O'Connell sagt, das Dackelrennen selbst sei harmlos, solange es nicht kommerziell ist und sicher durchgeführt wird. In der offiziellen Grundsatzerklärung des Dackelclubs heißt es, dass Rennen die "Zucht von Hunden zu diesem Zweck und nicht als Beispiel für den vom American Kennel Club anerkannten Rassestandard" fördern.

Stattdessen befürwortet der Club alternative Wettbewerbe, einschließlich Demonstrationen des Gehorsams und der Beweglichkeit sowie Fähigkeiten in Feldversuchen (die die Fähigkeit des Dackels testen, Wildtiere nach Geruch zu verfolgen. Laut Angaben des Clubs wird kein Wild getötet.)

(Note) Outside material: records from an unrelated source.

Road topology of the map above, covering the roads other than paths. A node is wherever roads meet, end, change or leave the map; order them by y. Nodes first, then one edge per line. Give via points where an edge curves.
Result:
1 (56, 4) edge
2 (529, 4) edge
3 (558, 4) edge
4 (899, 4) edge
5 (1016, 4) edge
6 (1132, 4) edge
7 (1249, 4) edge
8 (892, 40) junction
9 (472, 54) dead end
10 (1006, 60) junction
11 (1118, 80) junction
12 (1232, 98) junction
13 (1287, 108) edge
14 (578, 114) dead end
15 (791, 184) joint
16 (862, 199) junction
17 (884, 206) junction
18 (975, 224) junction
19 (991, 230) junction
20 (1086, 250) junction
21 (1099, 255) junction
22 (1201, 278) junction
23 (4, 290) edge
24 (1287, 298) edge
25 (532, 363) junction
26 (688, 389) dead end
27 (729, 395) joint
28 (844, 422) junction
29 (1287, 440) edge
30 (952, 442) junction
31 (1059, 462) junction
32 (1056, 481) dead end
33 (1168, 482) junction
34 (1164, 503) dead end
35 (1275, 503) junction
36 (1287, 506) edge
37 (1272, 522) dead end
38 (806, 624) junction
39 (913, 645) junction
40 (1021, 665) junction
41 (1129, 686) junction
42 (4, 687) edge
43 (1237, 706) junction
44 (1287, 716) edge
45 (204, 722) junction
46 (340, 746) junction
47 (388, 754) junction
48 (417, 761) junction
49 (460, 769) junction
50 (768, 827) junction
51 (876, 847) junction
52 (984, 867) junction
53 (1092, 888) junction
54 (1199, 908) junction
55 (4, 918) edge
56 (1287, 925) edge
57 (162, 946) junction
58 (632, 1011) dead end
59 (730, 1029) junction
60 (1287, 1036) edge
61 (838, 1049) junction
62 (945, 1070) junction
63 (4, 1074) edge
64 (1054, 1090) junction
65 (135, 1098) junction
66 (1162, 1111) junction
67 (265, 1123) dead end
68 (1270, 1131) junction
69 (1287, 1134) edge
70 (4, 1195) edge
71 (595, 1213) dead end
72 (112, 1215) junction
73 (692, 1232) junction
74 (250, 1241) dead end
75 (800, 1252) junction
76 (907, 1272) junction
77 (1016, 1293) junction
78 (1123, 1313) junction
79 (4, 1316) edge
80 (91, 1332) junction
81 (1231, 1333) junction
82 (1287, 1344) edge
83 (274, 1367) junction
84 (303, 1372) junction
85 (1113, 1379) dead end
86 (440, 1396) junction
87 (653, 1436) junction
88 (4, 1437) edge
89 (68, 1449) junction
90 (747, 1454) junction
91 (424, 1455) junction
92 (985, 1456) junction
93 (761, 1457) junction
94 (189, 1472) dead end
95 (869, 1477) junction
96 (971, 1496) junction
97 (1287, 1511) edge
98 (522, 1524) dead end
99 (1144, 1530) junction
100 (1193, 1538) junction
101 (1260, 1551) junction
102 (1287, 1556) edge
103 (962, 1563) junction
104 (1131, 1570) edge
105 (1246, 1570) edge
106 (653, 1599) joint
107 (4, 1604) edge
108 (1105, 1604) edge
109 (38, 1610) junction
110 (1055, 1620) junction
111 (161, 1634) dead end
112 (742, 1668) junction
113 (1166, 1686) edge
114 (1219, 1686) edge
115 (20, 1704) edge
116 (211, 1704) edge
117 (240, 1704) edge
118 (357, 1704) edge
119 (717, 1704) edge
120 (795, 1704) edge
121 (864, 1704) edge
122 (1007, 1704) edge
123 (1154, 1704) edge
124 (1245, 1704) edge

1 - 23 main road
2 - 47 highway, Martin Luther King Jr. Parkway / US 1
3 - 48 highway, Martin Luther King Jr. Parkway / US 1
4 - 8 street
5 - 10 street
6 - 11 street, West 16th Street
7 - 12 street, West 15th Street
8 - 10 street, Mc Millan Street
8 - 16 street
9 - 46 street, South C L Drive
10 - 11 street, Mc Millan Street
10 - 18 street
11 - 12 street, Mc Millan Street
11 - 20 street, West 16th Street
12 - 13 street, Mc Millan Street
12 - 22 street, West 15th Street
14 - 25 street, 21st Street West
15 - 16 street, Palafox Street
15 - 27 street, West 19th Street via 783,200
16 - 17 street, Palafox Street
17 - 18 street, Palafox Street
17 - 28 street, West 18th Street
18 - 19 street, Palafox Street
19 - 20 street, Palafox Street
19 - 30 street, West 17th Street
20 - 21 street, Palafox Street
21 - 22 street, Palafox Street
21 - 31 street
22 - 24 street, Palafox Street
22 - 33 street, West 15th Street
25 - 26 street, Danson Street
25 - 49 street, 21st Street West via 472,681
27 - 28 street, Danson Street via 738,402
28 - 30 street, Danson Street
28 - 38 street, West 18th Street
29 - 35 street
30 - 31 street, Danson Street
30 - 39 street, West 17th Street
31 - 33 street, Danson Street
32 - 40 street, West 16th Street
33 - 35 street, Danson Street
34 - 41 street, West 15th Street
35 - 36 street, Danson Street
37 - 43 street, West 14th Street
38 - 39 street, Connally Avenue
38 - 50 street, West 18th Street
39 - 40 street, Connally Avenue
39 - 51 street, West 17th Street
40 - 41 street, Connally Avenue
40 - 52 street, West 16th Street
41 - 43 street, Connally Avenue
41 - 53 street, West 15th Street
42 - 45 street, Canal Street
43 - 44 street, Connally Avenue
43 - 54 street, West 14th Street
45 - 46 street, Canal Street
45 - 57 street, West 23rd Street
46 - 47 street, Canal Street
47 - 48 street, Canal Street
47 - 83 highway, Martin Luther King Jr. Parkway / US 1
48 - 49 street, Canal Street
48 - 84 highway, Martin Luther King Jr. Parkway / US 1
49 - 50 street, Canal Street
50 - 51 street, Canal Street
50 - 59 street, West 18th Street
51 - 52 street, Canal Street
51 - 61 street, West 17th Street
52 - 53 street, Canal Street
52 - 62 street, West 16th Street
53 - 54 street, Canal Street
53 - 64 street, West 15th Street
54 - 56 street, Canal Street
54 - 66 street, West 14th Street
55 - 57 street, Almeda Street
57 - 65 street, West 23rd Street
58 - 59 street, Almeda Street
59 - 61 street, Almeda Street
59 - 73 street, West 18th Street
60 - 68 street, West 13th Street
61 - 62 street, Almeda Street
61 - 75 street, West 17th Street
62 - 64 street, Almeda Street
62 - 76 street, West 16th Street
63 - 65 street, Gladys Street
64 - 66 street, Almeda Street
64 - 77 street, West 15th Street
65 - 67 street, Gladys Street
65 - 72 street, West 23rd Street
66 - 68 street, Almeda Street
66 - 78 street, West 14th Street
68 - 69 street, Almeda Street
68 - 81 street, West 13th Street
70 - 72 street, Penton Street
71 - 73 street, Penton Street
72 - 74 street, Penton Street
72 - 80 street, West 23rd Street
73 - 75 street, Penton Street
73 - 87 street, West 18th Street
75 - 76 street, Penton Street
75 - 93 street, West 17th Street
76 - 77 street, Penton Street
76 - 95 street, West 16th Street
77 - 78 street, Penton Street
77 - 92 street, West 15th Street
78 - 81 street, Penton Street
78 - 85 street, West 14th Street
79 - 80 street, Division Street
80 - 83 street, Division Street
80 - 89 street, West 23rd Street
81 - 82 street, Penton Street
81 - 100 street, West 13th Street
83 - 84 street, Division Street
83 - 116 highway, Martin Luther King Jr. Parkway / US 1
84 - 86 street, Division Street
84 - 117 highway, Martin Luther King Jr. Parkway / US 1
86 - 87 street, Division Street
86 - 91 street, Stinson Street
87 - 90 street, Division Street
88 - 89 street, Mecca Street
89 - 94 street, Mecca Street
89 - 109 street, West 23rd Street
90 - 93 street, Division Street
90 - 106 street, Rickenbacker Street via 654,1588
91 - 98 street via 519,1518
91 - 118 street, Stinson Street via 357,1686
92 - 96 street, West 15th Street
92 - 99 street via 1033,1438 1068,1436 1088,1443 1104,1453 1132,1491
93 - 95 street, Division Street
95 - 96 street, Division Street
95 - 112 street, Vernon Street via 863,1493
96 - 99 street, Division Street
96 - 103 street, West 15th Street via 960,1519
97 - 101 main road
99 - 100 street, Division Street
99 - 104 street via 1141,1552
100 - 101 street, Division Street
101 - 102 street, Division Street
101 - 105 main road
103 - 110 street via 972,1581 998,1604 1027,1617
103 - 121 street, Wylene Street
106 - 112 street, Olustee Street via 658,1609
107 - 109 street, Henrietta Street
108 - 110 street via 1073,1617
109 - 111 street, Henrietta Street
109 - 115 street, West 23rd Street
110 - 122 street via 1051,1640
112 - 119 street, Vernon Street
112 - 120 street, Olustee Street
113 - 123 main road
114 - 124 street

Aus jordanischer Sicht ist die Veranstaltung jedoch nur zum Spaß gedacht, da die Einnahmen dem Wohlergehen der Tiere zugute kommen. Die Pferderennbahn hat sich sogar in die Förderung des Chihuahua-Rennens verzweigt, und die Beliebtheit des "Wiener Dog Derby" wächst mit jedem Jahr.

"Ich habe im Januar damit begonnen, Einreiseanträge zu stellen", stellt er fest. "Die Leute kommen aus Texas und Arkansas, um sich zu messen."


Schau das Video: 2nd Dachshund Agility Competition -- Puppies Jumping and Agility (Dezember 2020).